It is quite easy to assert that your firm’s relationship capital will grow if you have a focused and proactive approach with your Tier 1 clients. The more challenging question is, how do you operationalise proactivity? How do you take a strategic intent of being proactive and make it real and profitable?
One of the answers, in my view, lies in the discipline of regularly preparing unsolicited proposals for each of your key clients. Adopting this discipline means constantly thinking of fresh ideas on how to make the client and client’s business more successful. This in turn encourages all the right behaviours: meaningful conversations with key influencers, in-depth research, active client listening and commercially-focused product innovation. In other words, it’s part of the bedrock of best practice client relationship management.
One of the goals of key client strategy is to bring the best of the firm to the client and the whole of the client to the firm. The unsolicited proposal provides a wonderful cross-selling opportunity to showcase the firm’s services and capabilities outside the current offering. It prevents pigeon-holing and helps the client view firsthand the additional ways your firm can add value. A thoughtful proposal can get you an audience with more senior decision-makers and those from a wider cross-section of the client’s business.

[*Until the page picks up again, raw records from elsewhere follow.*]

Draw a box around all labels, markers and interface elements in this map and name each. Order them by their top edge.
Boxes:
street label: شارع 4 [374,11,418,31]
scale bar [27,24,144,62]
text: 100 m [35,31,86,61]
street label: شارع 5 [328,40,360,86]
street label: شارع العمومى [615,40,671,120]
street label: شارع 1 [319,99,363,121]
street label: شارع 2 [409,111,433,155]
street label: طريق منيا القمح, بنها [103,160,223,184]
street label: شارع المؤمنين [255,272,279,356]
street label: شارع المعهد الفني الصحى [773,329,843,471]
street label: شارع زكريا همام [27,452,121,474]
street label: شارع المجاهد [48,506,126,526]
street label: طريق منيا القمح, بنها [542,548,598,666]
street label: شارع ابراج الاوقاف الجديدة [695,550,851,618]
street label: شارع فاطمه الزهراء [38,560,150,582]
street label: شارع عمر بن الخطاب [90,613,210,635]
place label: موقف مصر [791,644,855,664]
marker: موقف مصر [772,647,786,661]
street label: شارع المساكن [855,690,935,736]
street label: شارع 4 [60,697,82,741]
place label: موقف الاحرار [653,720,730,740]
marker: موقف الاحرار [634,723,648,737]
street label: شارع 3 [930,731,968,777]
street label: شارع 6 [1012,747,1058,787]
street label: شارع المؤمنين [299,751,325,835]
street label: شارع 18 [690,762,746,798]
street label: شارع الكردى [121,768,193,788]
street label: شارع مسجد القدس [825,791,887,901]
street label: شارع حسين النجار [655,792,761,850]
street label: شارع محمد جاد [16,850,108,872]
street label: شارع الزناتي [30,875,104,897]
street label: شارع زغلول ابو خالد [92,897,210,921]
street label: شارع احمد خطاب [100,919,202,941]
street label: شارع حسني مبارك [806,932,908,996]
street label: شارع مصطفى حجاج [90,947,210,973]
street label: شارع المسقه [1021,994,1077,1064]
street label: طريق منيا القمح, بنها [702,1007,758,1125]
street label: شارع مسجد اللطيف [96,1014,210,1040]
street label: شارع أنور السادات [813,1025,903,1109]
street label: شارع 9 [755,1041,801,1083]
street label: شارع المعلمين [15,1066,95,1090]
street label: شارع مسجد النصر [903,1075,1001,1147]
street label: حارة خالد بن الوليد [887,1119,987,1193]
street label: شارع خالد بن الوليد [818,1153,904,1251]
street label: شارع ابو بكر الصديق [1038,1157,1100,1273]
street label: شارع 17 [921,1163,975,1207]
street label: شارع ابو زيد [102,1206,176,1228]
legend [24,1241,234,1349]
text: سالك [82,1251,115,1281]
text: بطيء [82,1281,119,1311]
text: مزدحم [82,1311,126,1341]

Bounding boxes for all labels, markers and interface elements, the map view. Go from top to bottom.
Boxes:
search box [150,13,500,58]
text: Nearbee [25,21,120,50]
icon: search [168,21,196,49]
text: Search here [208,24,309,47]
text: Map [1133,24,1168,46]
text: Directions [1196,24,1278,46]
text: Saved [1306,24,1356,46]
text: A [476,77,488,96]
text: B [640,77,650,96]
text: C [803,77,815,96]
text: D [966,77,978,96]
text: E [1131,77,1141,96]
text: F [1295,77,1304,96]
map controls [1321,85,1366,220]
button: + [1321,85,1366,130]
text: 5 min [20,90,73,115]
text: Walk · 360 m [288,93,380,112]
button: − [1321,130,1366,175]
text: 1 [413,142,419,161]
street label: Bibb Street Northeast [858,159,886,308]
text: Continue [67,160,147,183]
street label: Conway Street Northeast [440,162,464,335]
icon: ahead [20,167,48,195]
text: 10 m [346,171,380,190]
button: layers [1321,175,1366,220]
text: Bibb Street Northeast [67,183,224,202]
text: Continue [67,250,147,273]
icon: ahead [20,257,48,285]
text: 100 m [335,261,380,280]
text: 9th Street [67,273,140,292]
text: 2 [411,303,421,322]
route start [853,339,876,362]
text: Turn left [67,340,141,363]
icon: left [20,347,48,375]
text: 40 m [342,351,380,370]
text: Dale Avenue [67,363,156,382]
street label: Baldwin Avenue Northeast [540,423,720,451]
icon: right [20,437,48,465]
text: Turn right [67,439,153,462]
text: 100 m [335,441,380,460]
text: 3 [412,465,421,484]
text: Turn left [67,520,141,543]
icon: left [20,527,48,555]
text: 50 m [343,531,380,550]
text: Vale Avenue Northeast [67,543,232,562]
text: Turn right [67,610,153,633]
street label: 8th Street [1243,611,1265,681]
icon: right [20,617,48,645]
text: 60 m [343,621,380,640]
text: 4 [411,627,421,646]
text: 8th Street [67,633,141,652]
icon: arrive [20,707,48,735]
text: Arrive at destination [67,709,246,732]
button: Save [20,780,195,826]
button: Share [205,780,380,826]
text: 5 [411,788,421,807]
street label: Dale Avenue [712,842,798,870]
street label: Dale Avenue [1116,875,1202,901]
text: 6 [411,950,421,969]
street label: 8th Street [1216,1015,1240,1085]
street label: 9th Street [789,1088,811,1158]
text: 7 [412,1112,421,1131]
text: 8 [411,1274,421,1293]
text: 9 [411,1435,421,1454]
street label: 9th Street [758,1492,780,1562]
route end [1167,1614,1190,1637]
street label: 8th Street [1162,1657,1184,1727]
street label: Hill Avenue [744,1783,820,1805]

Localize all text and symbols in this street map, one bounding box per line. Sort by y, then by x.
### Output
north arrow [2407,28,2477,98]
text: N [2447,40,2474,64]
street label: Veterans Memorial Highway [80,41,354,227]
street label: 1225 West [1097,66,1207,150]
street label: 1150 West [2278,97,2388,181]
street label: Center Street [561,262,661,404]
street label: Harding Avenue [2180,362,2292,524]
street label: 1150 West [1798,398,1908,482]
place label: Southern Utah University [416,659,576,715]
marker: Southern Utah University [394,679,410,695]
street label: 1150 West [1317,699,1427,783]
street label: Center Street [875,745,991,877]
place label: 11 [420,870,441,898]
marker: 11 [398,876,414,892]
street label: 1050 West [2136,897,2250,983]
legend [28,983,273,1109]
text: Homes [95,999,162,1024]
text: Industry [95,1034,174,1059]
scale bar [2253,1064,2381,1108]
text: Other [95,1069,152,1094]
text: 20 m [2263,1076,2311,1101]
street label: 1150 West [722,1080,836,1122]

One leading Australian firm has a target of preparing at least one unsolicited proposal for each key client every six months. The measure centres on the preparation of unsolicited proposals, not necessarily presentation to the client. Clearly not all their proposals measure up to the mark and never go near the client. In those proposals that do get presented, there are one or two that the client grabs immediately with both hands and feet (and sometimes even teeth). More commonly, however, the proposals start a conversation that lead to a new business opportunities down the track. Seldom are the proposals bought without revision or reshaping of the scope of works. Similarly, seldom are the proposals bought with another supplier in the frame.
Your firm may, from time to time, run a special campaign to promote a new product or service. While these proposals are unsolicited they form a different kind of offer, one that is slightly more standardised and less tailored to the client’s specific needs. I would put these in a different bucket to the proposals built through a deep appreciation of the client and their business. In my view, an over-reliance on product promotions as the major form of unsolicited proposals tends to “dumb down” the strategic account planning process. It favours the lazy. It can also irritate clients if there too many approaches with the next best thing that’s just another off-the-shelf solution.
Successful unsolicited proposals need to be based on a deep understanding of what’s on your client’s strategic and operational agenda. A good starting point in uncovering new value-creating opportunities is to start to question what are the client’s strategic priorities? How are they seeking to compete? What are their main pain points? etc. etc. etc. Using a structured framework or lens through which to view clients can be quite helpful. The lens I like to use is adapted from George Day’s generic drivers model which identifies the four core drivers that underpin the performance of all organisations:
- Increase sales and market share
- Improve profit
- Manage risk
- Build business value and sustainability.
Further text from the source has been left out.